What is required
The lines of the records that include "DRIVE" should all be copied.
___
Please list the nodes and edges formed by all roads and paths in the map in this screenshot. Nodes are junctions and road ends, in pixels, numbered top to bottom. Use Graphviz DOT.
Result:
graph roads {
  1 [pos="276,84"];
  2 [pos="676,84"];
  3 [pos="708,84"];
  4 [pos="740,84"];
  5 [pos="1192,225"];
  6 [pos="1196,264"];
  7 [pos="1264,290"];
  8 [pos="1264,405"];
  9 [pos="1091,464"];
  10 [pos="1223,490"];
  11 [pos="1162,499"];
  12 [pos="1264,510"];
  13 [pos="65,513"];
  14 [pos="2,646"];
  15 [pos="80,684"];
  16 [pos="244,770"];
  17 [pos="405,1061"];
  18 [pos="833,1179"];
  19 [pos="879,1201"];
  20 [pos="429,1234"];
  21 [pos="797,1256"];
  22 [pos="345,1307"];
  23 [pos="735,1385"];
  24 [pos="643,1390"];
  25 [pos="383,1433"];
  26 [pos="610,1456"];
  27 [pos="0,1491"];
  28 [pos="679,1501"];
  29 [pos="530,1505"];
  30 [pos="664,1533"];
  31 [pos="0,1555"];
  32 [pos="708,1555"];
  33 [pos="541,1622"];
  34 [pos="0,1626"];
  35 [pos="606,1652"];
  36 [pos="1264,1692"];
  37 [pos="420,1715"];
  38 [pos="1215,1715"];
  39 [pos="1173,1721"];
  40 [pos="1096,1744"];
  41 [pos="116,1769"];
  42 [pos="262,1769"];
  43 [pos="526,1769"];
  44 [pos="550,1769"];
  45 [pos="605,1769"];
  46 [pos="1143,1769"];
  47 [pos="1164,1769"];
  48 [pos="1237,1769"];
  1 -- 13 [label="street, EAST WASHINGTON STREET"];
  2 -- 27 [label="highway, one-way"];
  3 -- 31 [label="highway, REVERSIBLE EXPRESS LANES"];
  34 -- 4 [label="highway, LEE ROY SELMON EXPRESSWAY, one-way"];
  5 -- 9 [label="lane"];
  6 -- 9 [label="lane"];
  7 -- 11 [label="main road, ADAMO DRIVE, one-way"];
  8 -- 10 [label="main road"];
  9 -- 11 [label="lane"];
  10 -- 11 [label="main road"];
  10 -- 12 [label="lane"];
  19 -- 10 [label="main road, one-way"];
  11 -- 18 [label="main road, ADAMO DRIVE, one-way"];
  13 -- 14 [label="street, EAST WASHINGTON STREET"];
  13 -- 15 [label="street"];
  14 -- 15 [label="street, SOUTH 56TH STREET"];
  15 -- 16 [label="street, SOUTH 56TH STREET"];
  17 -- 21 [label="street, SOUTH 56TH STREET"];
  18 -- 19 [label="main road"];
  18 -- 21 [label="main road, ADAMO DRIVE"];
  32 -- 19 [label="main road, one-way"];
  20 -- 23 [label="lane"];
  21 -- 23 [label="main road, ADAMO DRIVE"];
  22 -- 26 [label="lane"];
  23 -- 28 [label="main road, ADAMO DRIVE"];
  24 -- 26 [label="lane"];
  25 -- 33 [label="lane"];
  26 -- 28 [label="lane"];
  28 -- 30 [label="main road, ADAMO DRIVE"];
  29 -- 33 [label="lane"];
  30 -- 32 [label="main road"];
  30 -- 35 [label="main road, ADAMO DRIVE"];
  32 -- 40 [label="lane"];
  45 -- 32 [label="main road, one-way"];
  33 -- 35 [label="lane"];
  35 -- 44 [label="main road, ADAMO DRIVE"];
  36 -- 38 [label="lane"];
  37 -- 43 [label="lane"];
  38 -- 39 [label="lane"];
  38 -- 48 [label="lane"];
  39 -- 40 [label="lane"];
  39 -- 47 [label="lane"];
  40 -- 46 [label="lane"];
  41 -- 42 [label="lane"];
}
___
Task result
  7 -- 11 [label="main road, ADAMO DRIVE, one-way"];
  11 -- 18 [label="main road, ADAMO DRIVE, one-way"];
  18 -- 21 [label="main road, ADAMO DRIVE"];
  21 -- 23 [label="main road, ADAMO DRIVE"];
  23 -- 28 [label="main road, ADAMO DRIVE"];
  28 -- 30 [label="main road, ADAMO DRIVE"];
  30 -- 35 [label="main road, ADAMO DRIVE"];
  35 -- 44 [label="main road, ADAMO DRIVE"];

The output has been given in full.